Gary Simmerman, BSc., Mining Eng. FAusIMM, Mercator's VP Engineering, a Qualified Person as defined by NI43-101, supervised the preparation of and verified the technical information contained in this release.
About Mercator Minerals Ltd.
Mercator Minerals Ltd. is a TSX listed mining company with an experienced management team that has brought the mill expansion at the Mineral Park Mine, one of the largest and most modern copper-moly mining-milling operations in North America to production in less than 2 years. Mercator management is dedicated to maximizing profits at the Mineral Park Mine and the development of the El Pilar copper project in Mexico.
The Toronto Stock Exchange does not accept responsibility for the adequacy or accuracy of this press release.
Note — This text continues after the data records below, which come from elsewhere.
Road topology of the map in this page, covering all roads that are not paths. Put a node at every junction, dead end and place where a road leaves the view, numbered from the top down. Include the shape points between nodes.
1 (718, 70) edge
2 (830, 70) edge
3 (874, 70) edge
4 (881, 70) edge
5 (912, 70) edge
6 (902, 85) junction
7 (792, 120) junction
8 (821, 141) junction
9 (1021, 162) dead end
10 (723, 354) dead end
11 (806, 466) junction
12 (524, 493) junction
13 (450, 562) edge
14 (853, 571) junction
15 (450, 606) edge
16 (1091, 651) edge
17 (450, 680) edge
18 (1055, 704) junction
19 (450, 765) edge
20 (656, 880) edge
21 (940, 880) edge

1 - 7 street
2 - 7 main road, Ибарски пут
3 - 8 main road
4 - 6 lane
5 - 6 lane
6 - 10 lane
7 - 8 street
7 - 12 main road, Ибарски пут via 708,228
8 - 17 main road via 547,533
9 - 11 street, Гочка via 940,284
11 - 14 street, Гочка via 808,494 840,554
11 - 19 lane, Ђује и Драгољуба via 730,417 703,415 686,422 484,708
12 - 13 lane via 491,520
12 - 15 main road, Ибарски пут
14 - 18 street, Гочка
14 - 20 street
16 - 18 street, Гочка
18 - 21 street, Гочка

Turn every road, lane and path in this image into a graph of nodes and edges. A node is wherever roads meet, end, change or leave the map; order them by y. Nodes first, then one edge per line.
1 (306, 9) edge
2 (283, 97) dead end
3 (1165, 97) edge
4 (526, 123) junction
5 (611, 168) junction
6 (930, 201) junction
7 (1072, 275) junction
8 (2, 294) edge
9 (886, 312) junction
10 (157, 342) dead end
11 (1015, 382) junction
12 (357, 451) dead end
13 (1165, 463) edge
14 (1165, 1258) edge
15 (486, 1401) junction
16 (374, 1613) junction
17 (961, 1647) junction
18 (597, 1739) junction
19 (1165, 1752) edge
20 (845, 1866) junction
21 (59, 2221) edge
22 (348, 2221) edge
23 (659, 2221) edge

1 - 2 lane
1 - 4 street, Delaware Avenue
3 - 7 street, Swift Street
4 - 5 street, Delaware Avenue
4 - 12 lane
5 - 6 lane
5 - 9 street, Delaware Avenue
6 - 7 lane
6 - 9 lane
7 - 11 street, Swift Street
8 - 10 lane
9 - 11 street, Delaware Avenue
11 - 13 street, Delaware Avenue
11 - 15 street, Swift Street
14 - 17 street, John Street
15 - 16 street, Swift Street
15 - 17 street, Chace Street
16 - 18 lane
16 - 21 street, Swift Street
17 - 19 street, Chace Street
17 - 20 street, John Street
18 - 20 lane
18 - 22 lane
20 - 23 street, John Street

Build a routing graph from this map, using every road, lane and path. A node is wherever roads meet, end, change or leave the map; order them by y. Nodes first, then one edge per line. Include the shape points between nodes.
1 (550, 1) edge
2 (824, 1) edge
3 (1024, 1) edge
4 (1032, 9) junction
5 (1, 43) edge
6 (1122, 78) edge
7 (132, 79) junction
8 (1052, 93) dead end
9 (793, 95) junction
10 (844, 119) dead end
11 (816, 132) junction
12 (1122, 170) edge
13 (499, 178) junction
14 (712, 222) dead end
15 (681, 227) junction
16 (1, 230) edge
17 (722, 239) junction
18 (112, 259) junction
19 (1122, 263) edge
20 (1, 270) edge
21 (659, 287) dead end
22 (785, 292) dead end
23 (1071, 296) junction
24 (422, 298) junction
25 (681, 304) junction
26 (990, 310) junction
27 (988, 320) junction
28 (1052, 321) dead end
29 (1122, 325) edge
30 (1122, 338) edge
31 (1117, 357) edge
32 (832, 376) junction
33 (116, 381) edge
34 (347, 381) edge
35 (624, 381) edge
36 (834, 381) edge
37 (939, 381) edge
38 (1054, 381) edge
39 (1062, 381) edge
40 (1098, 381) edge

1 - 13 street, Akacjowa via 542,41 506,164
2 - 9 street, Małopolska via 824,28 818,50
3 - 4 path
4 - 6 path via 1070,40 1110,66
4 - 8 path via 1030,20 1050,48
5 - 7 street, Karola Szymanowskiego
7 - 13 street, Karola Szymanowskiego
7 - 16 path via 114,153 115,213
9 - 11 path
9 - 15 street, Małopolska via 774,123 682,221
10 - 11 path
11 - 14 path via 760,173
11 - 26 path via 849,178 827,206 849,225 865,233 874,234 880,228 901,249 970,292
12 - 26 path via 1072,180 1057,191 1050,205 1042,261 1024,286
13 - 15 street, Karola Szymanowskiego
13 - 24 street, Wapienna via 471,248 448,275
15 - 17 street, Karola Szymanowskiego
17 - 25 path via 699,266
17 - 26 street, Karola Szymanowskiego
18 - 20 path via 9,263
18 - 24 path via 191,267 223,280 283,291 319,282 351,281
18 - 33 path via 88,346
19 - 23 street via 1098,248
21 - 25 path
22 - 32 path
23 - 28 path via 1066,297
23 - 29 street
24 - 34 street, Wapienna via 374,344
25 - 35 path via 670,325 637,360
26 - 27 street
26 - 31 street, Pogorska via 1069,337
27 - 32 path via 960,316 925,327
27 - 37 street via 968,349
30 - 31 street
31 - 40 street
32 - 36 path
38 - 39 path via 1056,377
Forward Looking Information
This press release contains certain forward-looking statements, which include estimates, forecasts, and statements as to management's expectations with respect to, among other things, the use of proceeds, the completion of the transaction, the size and quality of the Company's mineral reserves and mineral resources, future production, capital and mine production costs, demand and market outlook for commodities, and the financial results of the Company and discussions of future plans, projections and objectives. In addition, estimates of mineral reserves and resources may constitute forward looking statements to the extent they involve estimates of the mineralization that will be encountered if a property is developed. These forward-looking statements involve numerous assumptions, risks and uncertainties and actual results may vary. Factors that may cause actual results to vary include, but are not limited to, certain transactions, certain approvals, changes in commodity and power prices, changes in interest and currency exchange rates, inaccurate geological and metallurgical assumptions (including with respect to the size, grade and recoverability of mineral reserves and resources), unanticipated operational difficulties (including failure of plant, equipment or processes to operate in accordance with specifications, cost escalation, unavailability of materials and equipment, delays in the receipt of government approvals, industrial disturbances or other job action, and unanticipated events related to health, safety and environmental matters), political risk, social unrest, and changes in general economic conditions or conditions in the financial markets. These risks are described in more detail in the Annual Information Form of the Company. The Company does not assume the obligation to revise or update these forward-looking statements after the date of this press release or to revise them to reflect the occurrence of future unanticipated events, except as may be required under applicable securities laws. For a more complete discussion, please refer to the Company's audited financial statements and MD&A for the year ended December 31, 2009 on the SEDAR website at www.sedar.com.
* Operating cash cost and Operating cash cost per ton are unaudited non-GAAP performance measures, and are furnished to provide additional information, and do not have a meaning within GAAP and, therefore, amounts presented may not be comparable to similar data presented by other mining companies. These performance measures should not be considered in isolation as a substitute for measures of performance in accordance with GAAP.